Exercise description: Although the entries hold pictures, only their words are printed back, exactly as given.

Given information:
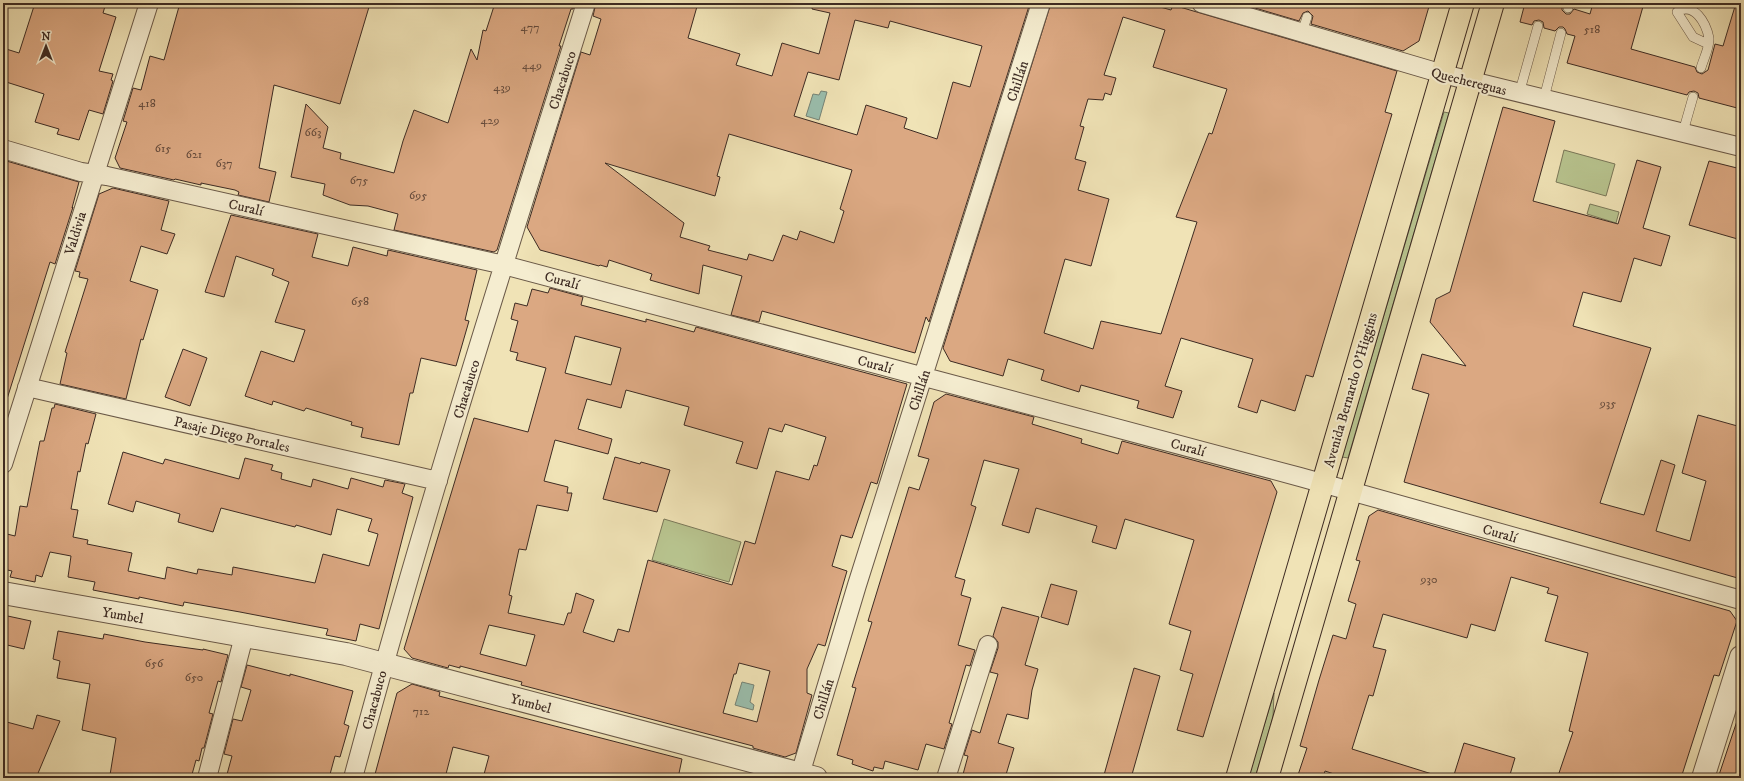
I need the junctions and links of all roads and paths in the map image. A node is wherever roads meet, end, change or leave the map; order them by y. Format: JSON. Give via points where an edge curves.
{"nodes":[{"id":1,"x":149,"y":3,"type":"edge"},
{"id":2,"x":586,"y":3,"type":"edge"},
{"id":3,"x":1041,"y":3,"type":"edge"},
{"id":4,"x":1201,"y":3,"type":"edge"},
{"id":5,"x":1464,"y":3,"type":"edge"},
{"id":6,"x":1493,"y":3,"type":"edge"},
{"id":7,"x":1538,"y":26,"type":"dead end"},
{"id":8,"x":1561,"y":32,"type":"dead end"},
{"id":9,"x":1708,"y":44,"type":"dead end"},
{"id":10,"x":1701,"y":68,"type":"dead end"},
{"id":11,"x":1442,"y":74,"type":"junction"},
{"id":12,"x":1470,"y":81,"type":"junction"},
{"id":13,"x":1519,"y":94,"type":"junction"},
{"id":14,"x":1693,"y":97,"type":"dead end"},
{"id":15,"x":1544,"y":98,"type":"junction"},
{"id":16,"x":1683,"y":132,"type":"junction"},
{"id":17,"x":1741,"y":147,"type":"edge"},
{"id":18,"x":3,"y":149,"type":"edge"},
{"id":19,"x":94,"y":174,"type":"junction"},
{"id":20,"x":504,"y":264,"type":"junction"},
{"id":21,"x":924,"y":377,"type":"junction"},
{"id":22,"x":27,"y":387,"type":"junction"},
{"id":23,"x":3,"y":464,"type":"edge"},
{"id":24,"x":438,"y":481,"type":"junction"},
{"id":25,"x":1323,"y":484,"type":"junction"},
{"id":26,"x":1351,"y":492,"type":"junction"},
{"id":27,"x":3,"y":593,"type":"edge"},
{"id":28,"x":1741,"y":600,"type":"edge"},
{"id":29,"x":244,"y":636,"type":"junction"},
{"id":30,"x":988,"y":645,"type":"dead end"},
{"id":31,"x":1741,"y":657,"type":"edge"},
{"id":32,"x":384,"y":664,"type":"junction"},
{"id":33,"x":805,"y":776,"type":"edge"},
{"id":34,"x":207,"y":778,"type":"edge"},
{"id":35,"x":353,"y":778,"type":"edge"},
{"id":36,"x":946,"y":778,"type":"edge"},
{"id":37,"x":1237,"y":778,"type":"edge"},
{"id":38,"x":1267,"y":778,"type":"edge"},
{"id":39,"x":1703,"y":778,"type":"edge"}],
"edges":[{"from":1,"to":19,"type":"street","name":"Valdivia"},
{"from":2,"to":20,"type":"street","name":"Chacabuco"},
{"from":3,"to":21,"type":"street","name":"Chillán"},
{"from":4,"to":11,"type":"street","name":"Quechereguas","via":[[1305,25]]},
{"from":5,"to":11,"type":"main road","name":"Avenida Bernardo O'Higgins"},
{"from":6,"to":12,"type":"main road","name":"Avenida Bernardo O'Higgins"},
{"from":7,"to":13,"type":"lane"},
{"from":8,"to":15,"type":"lane"},
{"from":9,"to":10,"type":"lane"},
{"from":11,"to":12,"type":"street","name":"Quechereguas"},
{"from":11,"to":25,"type":"main road","name":"Avenida Bernardo O'Higgins"},
{"from":12,"to":13,"type":"street","name":"Quechereguas"},
{"from":12,"to":26,"type":"main road","name":"Avenida Bernardo O'Higgins"},
{"from":13,"to":15,"type":"street","name":"Quechereguas"},
{"from":14,"to":16,"type":"lane"},
{"from":15,"to":16,"type":"street","name":"Quechereguas"},
{"from":16,"to":17,"type":"street","name":"Quechereguas"},
{"from":18,"to":19,"type":"street","name":"Curalí"},
{"from":19,"to":20,"type":"street","name":"Curalí"},
{"from":19,"to":22,"type":"street","name":"Valdivia"},
{"from":20,"to":21,"type":"street","name":"Curalí"},
{"from":20,"to":24,"type":"street","name":"Chacabuco"},
{"from":21,"to":25,"type":"street","name":"Curalí"},
{"from":21,"to":33,"type":"street","name":"Chillán","via":[[860,578]]},
{"from":22,"to":23,"type":"street","name":"Valdivia"},
{"from":22,"to":24,"type":"street","name":"Pasaje Diego Portales"},
{"from":24,"to":32,"type":"street","name":"Chacabuco"},
{"from":25,"to":26,"type":"street","name":"Curalí"},
{"from":25,"to":37,"type":"main road","name":"Avenida Bernardo O'Higgins"},
{"from":26,"to":28,"type":"street","name":"Curalí"},
{"from":26,"to":38,"type":"main road","name":"Avenida Bernardo O'Higgins"},
{"from":27,"to":29,"type":"street","name":"Yumbel"},
{"from":29,"to":32,"type":"street","name":"Yumbel","via":[[346,654]]},
{"from":29,"to":34,"type":"street"},
{"from":30,"to":36,"type":"street"},
{"from":31,"to":39,"type":"street"},
{"from":32,"to":33,"type":"street","name":"Yumbel"},
{"from":32,"to":35,"type":"street","name":"Chacabuco"}]}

Answer to this problem:
I need the junctions and links of all roads and paths in the map image. A node is wherever roads meet, end, change or leave the map; order them by y. Format: JSON. Give via points where an edge curves.
{"nodes":[{"id":1,"x":149,"y":3,"type":"edge"},
{"id":2,"x":586,"y":3,"type":"edge"},
{"id":3,"x":1041,"y":3,"type":"edge"},
{"id":4,"x":1201,"y":3,"type":"edge"},
{"id":5,"x":1464,"y":3,"type":"edge"},
{"id":6,"x":1493,"y":3,"type":"edge"},
{"id":7,"x":1538,"y":26,"type":"dead end"},
{"id":8,"x":1561,"y":32,"type":"dead end"},
{"id":9,"x":1708,"y":44,"type":"dead end"},
{"id":10,"x":1701,"y":68,"type":"dead end"},
{"id":11,"x":1442,"y":74,"type":"junction"},
{"id":12,"x":1470,"y":81,"type":"junction"},
{"id":13,"x":1519,"y":94,"type":"junction"},
{"id":14,"x":1693,"y":97,"type":"dead end"},
{"id":15,"x":1544,"y":98,"type":"junction"},
{"id":16,"x":1683,"y":132,"type":"junction"},
{"id":17,"x":1741,"y":147,"type":"edge"},
{"id":18,"x":3,"y":149,"type":"edge"},
{"id":19,"x":94,"y":174,"type":"junction"},
{"id":20,"x":504,"y":264,"type":"junction"},
{"id":21,"x":924,"y":377,"type":"junction"},
{"id":22,"x":27,"y":387,"type":"junction"},
{"id":23,"x":3,"y":464,"type":"edge"},
{"id":24,"x":438,"y":481,"type":"junction"},
{"id":25,"x":1323,"y":484,"type":"junction"},
{"id":26,"x":1351,"y":492,"type":"junction"},
{"id":27,"x":3,"y":593,"type":"edge"},
{"id":28,"x":1741,"y":600,"type":"edge"},
{"id":29,"x":244,"y":636,"type":"junction"},
{"id":30,"x":988,"y":645,"type":"dead end"},
{"id":31,"x":1741,"y":657,"type":"edge"},
{"id":32,"x":384,"y":664,"type":"junction"},
{"id":33,"x":805,"y":776,"type":"edge"},
{"id":34,"x":207,"y":778,"type":"edge"},
{"id":35,"x":353,"y":778,"type":"edge"},
{"id":36,"x":946,"y":778,"type":"edge"},
{"id":37,"x":1237,"y":778,"type":"edge"},
{"id":38,"x":1267,"y":778,"type":"edge"},
{"id":39,"x":1703,"y":778,"type":"edge"}],
"edges":[{"from":1,"to":19,"type":"street","name":"Valdivia"},
{"from":2,"to":20,"type":"street","name":"Chacabuco"},
{"from":3,"to":21,"type":"street","name":"Chillán"},
{"from":4,"to":11,"type":"street","name":"Quechereguas","via":[[1305,25]]},
{"from":5,"to":11,"type":"main road","name":"Avenida Bernardo O'Higgins"},
{"from":6,"to":12,"type":"main road","name":"Avenida Bernardo O'Higgins"},
{"from":7,"to":13,"type":"lane"},
{"from":8,"to":15,"type":"lane"},
{"from":9,"to":10,"type":"lane"},
{"from":11,"to":12,"type":"street","name":"Quechereguas"},
{"from":11,"to":25,"type":"main road","name":"Avenida Bernardo O'Higgins"},
{"from":12,"to":13,"type":"street","name":"Quechereguas"},
{"from":12,"to":26,"type":"main road","name":"Avenida Bernardo O'Higgins"},
{"from":13,"to":15,"type":"street","name":"Quechereguas"},
{"from":14,"to":16,"type":"lane"},
{"from":15,"to":16,"type":"street","name":"Quechereguas"},
{"from":16,"to":17,"type":"street","name":"Quechereguas"},
{"from":18,"to":19,"type":"street","name":"Curalí"},
{"from":19,"to":20,"type":"street","name":"Curalí"},
{"from":19,"to":22,"type":"street","name":"Valdivia"},
{"from":20,"to":21,"type":"street","name":"Curalí"},
{"from":20,"to":24,"type":"street","name":"Chacabuco"},
{"from":21,"to":25,"type":"street","name":"Curalí"},
{"from":21,"to":33,"type":"street","name":"Chillán","via":[[860,578]]},
{"from":22,"to":23,"type":"street","name":"Valdivia"},
{"from":22,"to":24,"type":"street","name":"Pasaje Diego Portales"},
{"from":24,"to":32,"type":"street","name":"Chacabuco"},
{"from":25,"to":26,"type":"street","name":"Curalí"},
{"from":25,"to":37,"type":"main road","name":"Avenida Bernardo O'Higgins"},
{"from":26,"to":28,"type":"street","name":"Curalí"},
{"from":26,"to":38,"type":"main road","name":"Avenida Bernardo O'Higgins"},
{"from":27,"to":29,"type":"street","name":"Yumbel"},
{"from":29,"to":32,"type":"street","name":"Yumbel","via":[[346,654]]},
{"from":29,"to":34,"type":"street"},
{"from":30,"to":36,"type":"street"},
{"from":31,"to":39,"type":"street"},
{"from":32,"to":33,"type":"street","name":"Yumbel"},
{"from":32,"to":35,"type":"street","name":"Chacabuco"}]}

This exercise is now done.